» **Data entries**
┌──
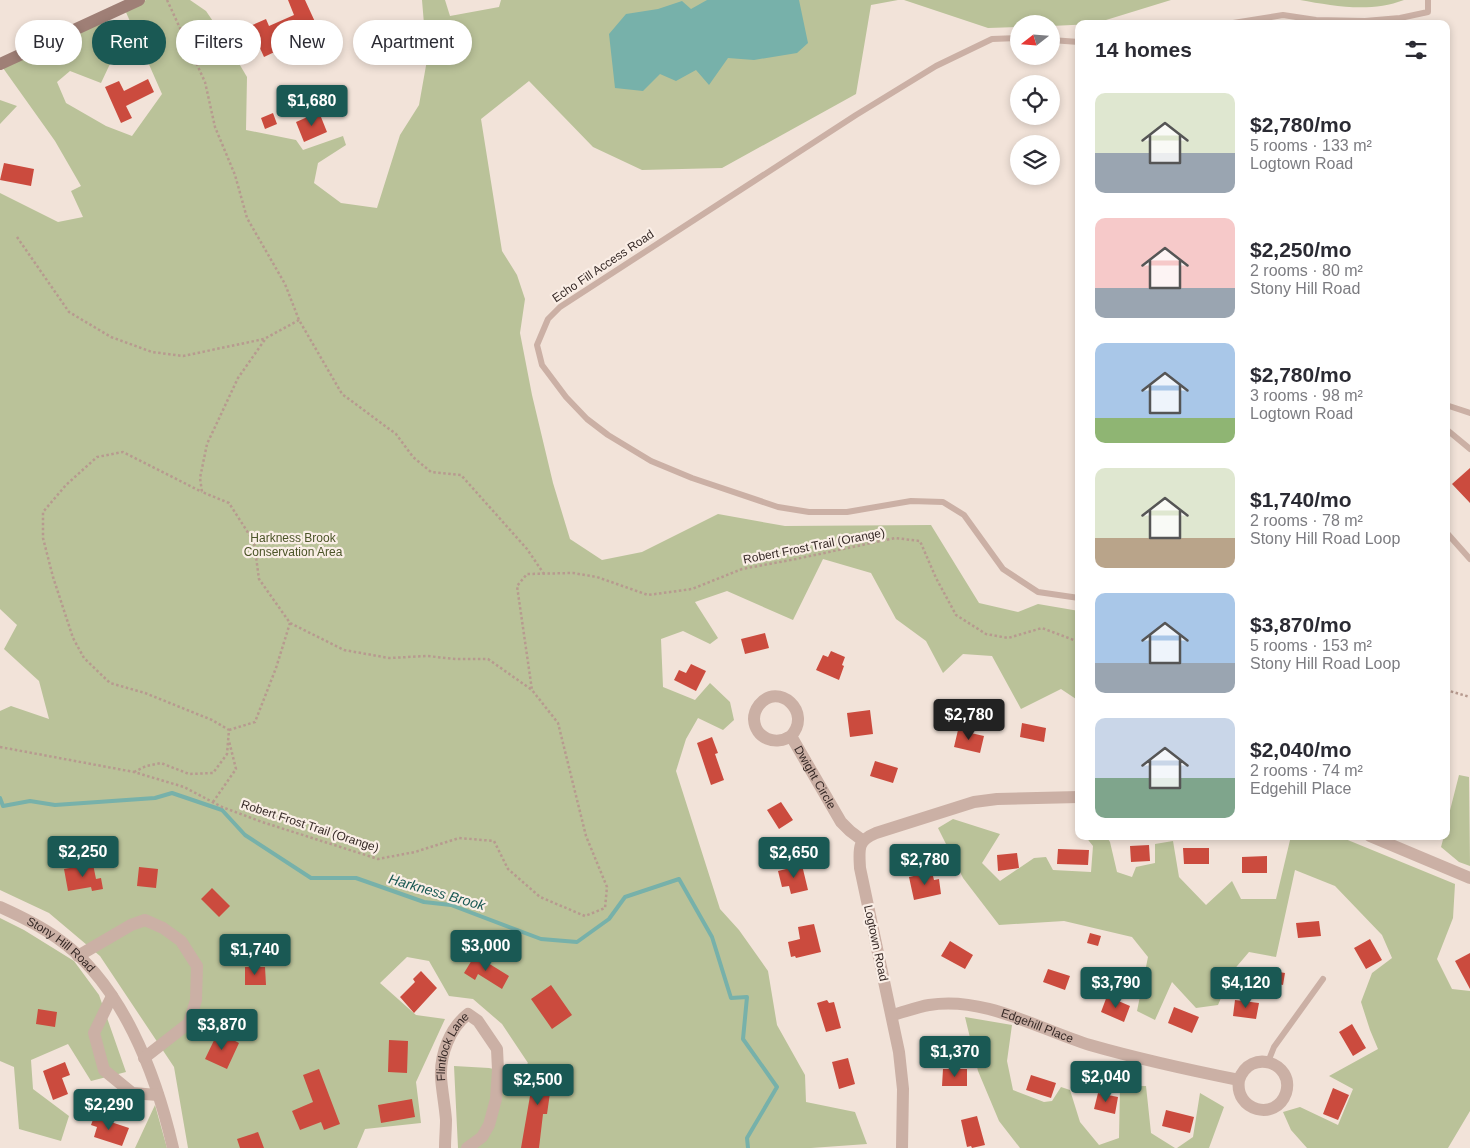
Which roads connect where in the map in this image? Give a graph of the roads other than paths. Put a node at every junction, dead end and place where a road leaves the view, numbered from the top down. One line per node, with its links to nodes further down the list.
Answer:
1 (139, 0): 9 (main road)
2 (1428, 0): 5 (lane)
3 (1252, 20): 4 (lane)
4 (1316, 20)
5 (1377, 20)
6 (1010, 38): 16 (lane, Echo Fill Access Road)
7 (1060, 41): 8 (lane)
8 (1075, 42)
9 (0, 64)
10 (1450, 406): 11 (lane)
11 (1470, 413)
12 (1450, 432): 13 (lane)
13 (1470, 449)
14 (1450, 536): 15 (lane)
15 (1470, 559)
16 (1075, 597)
17 (791, 736): 19 (street, Dwight Circle)
18 (1075, 797): 19 (street)
19 (862, 840): 26 (street, Logtown Road)
20 (1380, 840): 21 (street)
21 (1470, 878)
22 (0, 907): 23 (street, Stony Hill Road)
23 (78, 956): 25 (street, Stony Hill Road); 27 (street)
24 (1323, 979): 28 (lane)
25 (112, 996): 27 (street, Stony Hill Road); 30 (street)
26 (892, 1015): 29 (street, Edgehill Place); 34 (street, Logtown Road)
27 (144, 1058): 30 (street, Stony Hill Road)
28 (1268, 1062): 29 (street); 29 (street)
29 (1239, 1080)
30 (158, 1095): 31 (street, Stony Hill Road)
31 (173, 1148)
32 (445, 1148): 33 (street, Flintlock Lane)
33 (467, 1148)
34 (902, 1148)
└──
Copy the data verbatim, skipping any image it holds.

Which roads connect where in the map in this image? Give a graph of the roads other than paths. Put a node at every junction, dead end and place where a road leaves the view, numbered from the top down. One line per node, with its links to nodes further down the list.
Answer:
1 (139, 0): 9 (main road)
2 (1428, 0): 5 (lane)
3 (1252, 20): 4 (lane)
4 (1316, 20)
5 (1377, 20)
6 (1010, 38): 16 (lane, Echo Fill Access Road)
7 (1060, 41): 8 (lane)
8 (1075, 42)
9 (0, 64)
10 (1450, 406): 11 (lane)
11 (1470, 413)
12 (1450, 432): 13 (lane)
13 (1470, 449)
14 (1450, 536): 15 (lane)
15 (1470, 559)
16 (1075, 597)
17 (791, 736): 19 (street, Dwight Circle)
18 (1075, 797): 19 (street)
19 (862, 840): 26 (street, Logtown Road)
20 (1380, 840): 21 (street)
21 (1470, 878)
22 (0, 907): 23 (street, Stony Hill Road)
23 (78, 956): 25 (street, Stony Hill Road); 27 (street)
24 (1323, 979): 28 (lane)
25 (112, 996): 27 (street, Stony Hill Road); 30 (street)
26 (892, 1015): 29 (street, Edgehill Place); 34 (street, Logtown Road)
27 (144, 1058): 30 (street, Stony Hill Road)
28 (1268, 1062): 29 (street); 29 (street)
29 (1239, 1080)
30 (158, 1095): 31 (street, Stony Hill Road)
31 (173, 1148)
32 (445, 1148): 33 (street, Flintlock Lane)
33 (467, 1148)
34 (902, 1148)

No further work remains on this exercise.